═════ Entries supplied ═════

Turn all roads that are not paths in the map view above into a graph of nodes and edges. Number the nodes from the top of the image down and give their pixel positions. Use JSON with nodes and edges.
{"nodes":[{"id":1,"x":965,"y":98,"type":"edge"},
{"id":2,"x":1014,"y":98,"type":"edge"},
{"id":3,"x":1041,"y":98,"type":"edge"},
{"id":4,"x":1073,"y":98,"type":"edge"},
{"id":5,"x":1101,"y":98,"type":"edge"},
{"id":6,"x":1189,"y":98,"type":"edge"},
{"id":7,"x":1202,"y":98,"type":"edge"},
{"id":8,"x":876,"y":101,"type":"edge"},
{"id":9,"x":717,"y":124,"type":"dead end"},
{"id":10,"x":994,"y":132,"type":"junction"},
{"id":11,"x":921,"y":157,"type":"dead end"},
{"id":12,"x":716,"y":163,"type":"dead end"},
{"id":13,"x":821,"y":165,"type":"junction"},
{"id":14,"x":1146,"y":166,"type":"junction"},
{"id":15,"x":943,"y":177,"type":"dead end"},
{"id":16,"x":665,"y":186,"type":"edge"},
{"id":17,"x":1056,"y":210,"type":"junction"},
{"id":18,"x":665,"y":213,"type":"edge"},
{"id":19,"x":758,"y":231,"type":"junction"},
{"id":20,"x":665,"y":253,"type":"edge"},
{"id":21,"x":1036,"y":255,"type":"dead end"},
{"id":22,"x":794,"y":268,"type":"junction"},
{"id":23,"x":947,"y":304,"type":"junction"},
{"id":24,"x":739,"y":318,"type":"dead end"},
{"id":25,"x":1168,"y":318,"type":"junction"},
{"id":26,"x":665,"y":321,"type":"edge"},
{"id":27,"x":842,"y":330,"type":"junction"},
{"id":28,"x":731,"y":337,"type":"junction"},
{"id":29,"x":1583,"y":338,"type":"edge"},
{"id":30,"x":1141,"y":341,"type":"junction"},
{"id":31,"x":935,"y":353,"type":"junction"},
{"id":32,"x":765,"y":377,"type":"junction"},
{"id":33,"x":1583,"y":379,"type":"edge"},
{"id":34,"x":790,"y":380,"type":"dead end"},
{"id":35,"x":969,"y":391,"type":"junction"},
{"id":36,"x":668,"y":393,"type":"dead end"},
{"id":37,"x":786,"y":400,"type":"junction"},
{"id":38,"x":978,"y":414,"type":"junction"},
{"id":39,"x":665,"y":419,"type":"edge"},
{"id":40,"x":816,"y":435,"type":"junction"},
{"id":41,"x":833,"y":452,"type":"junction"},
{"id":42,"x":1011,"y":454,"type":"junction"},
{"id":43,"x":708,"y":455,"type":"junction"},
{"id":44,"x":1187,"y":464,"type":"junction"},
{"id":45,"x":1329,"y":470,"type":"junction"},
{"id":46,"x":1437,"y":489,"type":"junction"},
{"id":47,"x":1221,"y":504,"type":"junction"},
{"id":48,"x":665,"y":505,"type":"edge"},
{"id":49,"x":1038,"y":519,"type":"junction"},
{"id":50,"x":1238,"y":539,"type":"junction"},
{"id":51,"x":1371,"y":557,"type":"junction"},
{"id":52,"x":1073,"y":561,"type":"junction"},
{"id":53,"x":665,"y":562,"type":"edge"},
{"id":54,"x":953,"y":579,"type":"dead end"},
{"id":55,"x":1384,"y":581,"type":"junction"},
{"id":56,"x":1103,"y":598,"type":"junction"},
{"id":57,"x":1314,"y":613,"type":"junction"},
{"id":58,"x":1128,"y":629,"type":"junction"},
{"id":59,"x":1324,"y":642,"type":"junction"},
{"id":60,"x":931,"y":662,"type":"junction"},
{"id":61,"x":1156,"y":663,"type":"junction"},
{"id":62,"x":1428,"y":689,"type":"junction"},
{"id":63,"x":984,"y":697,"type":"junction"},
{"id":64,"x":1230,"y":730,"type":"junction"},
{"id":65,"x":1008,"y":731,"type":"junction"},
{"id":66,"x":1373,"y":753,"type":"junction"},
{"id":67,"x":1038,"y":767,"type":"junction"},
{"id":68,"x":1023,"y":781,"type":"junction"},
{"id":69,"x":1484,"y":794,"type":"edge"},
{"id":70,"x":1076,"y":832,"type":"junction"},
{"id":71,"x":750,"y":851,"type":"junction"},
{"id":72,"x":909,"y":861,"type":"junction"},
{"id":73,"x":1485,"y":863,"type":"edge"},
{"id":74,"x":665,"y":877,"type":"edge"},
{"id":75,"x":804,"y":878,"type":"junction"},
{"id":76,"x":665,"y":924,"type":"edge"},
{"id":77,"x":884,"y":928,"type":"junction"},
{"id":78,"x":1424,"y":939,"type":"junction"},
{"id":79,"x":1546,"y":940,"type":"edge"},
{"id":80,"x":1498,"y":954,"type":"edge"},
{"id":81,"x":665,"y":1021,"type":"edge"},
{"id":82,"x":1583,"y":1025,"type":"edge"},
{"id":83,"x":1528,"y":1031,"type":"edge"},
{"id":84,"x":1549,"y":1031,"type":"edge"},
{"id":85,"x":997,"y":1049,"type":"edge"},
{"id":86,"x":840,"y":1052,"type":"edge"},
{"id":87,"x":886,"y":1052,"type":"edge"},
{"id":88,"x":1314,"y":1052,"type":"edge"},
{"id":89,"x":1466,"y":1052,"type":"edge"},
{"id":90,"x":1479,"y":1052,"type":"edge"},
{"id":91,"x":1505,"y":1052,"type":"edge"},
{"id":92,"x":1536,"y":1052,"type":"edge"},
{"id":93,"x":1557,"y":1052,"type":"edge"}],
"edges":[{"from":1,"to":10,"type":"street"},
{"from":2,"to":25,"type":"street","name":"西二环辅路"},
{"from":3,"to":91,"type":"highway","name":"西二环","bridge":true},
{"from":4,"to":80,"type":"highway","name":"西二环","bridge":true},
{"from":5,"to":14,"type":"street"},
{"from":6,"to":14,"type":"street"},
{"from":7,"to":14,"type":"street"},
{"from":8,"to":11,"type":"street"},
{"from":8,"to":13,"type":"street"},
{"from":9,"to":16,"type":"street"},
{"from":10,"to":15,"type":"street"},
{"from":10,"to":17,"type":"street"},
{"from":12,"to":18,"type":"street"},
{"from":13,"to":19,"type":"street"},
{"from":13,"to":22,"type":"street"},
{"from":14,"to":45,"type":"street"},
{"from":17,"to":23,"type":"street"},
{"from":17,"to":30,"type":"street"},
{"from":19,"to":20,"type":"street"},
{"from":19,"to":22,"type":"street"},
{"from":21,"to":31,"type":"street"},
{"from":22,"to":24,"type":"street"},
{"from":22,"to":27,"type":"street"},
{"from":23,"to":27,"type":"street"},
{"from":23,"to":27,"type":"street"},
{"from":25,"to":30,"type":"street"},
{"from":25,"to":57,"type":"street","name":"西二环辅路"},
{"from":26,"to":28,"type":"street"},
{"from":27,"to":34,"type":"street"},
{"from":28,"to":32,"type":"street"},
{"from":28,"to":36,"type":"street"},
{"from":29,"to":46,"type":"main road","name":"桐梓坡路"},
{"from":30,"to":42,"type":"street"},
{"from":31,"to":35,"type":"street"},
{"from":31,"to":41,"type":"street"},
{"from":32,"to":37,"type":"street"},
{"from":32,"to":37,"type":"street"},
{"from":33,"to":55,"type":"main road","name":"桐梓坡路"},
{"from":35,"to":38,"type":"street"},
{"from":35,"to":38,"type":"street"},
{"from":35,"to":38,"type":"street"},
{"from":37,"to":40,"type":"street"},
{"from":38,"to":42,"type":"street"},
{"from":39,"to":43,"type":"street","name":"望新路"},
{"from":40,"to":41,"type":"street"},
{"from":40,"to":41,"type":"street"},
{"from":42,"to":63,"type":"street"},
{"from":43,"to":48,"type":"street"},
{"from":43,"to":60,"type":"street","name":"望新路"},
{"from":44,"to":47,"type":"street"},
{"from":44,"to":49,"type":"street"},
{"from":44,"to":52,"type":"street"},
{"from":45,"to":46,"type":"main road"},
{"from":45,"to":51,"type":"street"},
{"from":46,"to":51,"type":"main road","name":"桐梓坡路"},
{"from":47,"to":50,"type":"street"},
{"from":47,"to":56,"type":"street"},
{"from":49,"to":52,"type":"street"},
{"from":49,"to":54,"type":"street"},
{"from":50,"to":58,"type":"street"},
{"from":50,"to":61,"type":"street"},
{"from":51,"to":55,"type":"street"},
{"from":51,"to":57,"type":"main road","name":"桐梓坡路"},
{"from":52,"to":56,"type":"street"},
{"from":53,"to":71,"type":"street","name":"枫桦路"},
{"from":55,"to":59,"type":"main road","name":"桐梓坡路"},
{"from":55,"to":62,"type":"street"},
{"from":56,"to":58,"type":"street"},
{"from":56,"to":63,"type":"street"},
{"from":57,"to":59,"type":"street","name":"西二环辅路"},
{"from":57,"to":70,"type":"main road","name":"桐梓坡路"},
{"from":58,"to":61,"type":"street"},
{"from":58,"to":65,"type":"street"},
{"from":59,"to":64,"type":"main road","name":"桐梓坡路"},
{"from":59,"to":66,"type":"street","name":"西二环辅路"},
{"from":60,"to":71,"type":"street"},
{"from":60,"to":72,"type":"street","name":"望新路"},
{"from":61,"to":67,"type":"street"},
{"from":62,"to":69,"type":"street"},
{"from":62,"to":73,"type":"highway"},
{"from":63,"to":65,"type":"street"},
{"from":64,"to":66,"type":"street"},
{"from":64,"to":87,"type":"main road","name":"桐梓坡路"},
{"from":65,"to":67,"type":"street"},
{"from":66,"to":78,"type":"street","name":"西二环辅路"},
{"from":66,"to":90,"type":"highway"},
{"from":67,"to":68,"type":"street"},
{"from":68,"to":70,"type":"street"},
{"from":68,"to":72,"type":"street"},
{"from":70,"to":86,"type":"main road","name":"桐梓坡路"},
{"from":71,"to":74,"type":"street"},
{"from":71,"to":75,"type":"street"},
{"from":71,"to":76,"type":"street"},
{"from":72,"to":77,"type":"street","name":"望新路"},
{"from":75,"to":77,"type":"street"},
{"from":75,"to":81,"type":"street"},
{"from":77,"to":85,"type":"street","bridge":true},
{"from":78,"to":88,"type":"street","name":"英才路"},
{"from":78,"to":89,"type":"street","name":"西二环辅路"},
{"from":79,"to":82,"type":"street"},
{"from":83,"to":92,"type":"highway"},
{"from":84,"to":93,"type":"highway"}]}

═════

* [Required work] A line qualifies when it holds the word "highway"; report all qualifying lines from the records above.

* [The completed task]
{"from":3,"to":91,"type":"highway","name":"西二环","bridge":true},
{"from":4,"to":80,"type":"highway","name":"西二环","bridge":true},
{"from":62,"to":73,"type":"highway"},
{"from":66,"to":90,"type":"highway"},
{"from":83,"to":92,"type":"highway"},
{"from":84,"to":93,"type":"highway"}]}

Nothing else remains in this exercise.